Across all the records below, how many lines contain "Mellouli"? Respond with only the number.

*** THE DATA ***

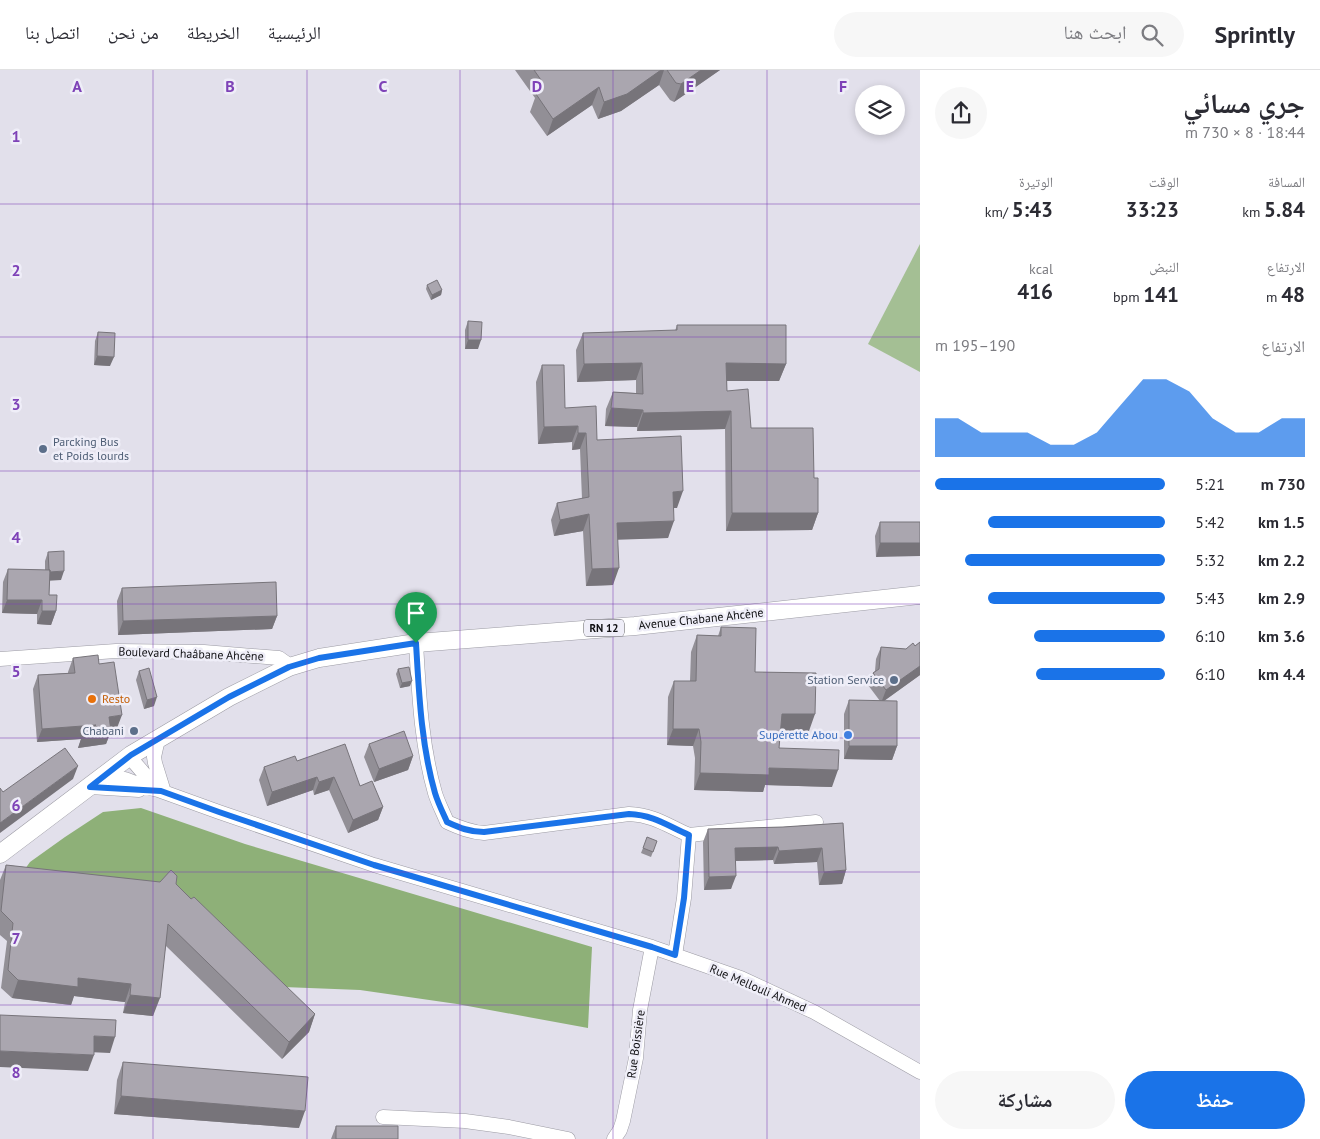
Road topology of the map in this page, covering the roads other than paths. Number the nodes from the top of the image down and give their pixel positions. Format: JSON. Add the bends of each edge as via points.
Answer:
{"nodes":[{"id":1,"x":920,"y":595,"type":"edge"},
{"id":2,"x":416,"y":643,"type":"junction"},
{"id":3,"x":0,"y":659,"type":"edge"},
{"id":4,"x":289,"y":667,"type":"junction"},
{"id":5,"x":158,"y":739,"type":"junction"},
{"id":6,"x":131,"y":755,"type":"junction"},
{"id":7,"x":105,"y":775,"type":"junction"},
{"id":8,"x":90,"y":787,"type":"junction"},
{"id":9,"x":161,"y":791,"type":"junction"},
{"id":10,"x":816,"y":822,"type":"dead end"},
{"id":11,"x":689,"y":835,"type":"junction"},
{"id":12,"x":0,"y":854,"type":"edge"},
{"id":13,"x":652,"y":947,"type":"junction"},
{"id":14,"x":675,"y":955,"type":"junction"},
{"id":15,"x":920,"y":1072,"type":"edge"},
{"id":16,"x":384,"y":1117,"type":"dead end"},
{"id":17,"x":568,"y":1139,"type":"edge"},
{"id":18,"x":614,"y":1139,"type":"edge"}],
"edges":[{"from":1,"to":2,"type":"main road","name":"Avenue Chabane Ahcène","number":"RN 12","via":[[634,626]]},
{"from":2,"to":4,"type":"main road","name":"Avenue Chabane Ahcène","number":"RN 12","via":[[319,658]]},
{"from":2,"to":11,"type":"street","via":[[426,751],[436,794],[447,822],[470,832],[484,832],[629,814],[643,815]]},
{"from":3,"to":4,"type":"street","name":"Boulevard Chaâbane Ahcène","via":[[116,651],[204,652],[279,658]]},
{"from":4,"to":5,"type":"main road","name":"Avenue Chabane Ahcène","number":"RN 12","via":[[229,697]]},
{"from":5,"to":6,"type":"main road","name":"Avenue Chabane Ahcène","number":"RN 12"},
{"from":5,"to":9,"type":"street","via":[[154,757]]},
{"from":6,"to":7,"type":"main road","name":"Avenue Chabane Ahcène","number":"RN 12"},
{"from":6,"to":9,"type":"street","name":"Rue Mellouli Ahmed"},
{"from":7,"to":8,"type":"main road","name":"Avenue Chabane Ahcène","number":"RN 12"},
{"from":7,"to":9,"type":"street","name":"Rue Mellouli Ahmed"},
{"from":8,"to":9,"type":"street"},
{"from":8,"to":12,"type":"main road","name":"Avenue Chabane Ahcène","number":"RN 12"},
{"from":9,"to":13,"type":"street","name":"Rue Mellouli Ahmed","via":[[374,865]]},
{"from":10,"to":11,"type":"street"},
{"from":11,"to":14,"type":"street"},
{"from":13,"to":14,"type":"street","name":"Rue Mellouli Ahmed"},
{"from":13,"to":18,"type":"street","name":"Rue Boissière","via":[[640,1010],[636,1058],[623,1121]]},
{"from":14,"to":15,"type":"street","name":"Rue Mellouli Ahmed","via":[[741,978],[814,1012]]},
{"from":16,"to":17,"type":"street","via":[[465,1120]]}]}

*** End of THE DATA ***

> [RESPONSE TO THIS TASK] 5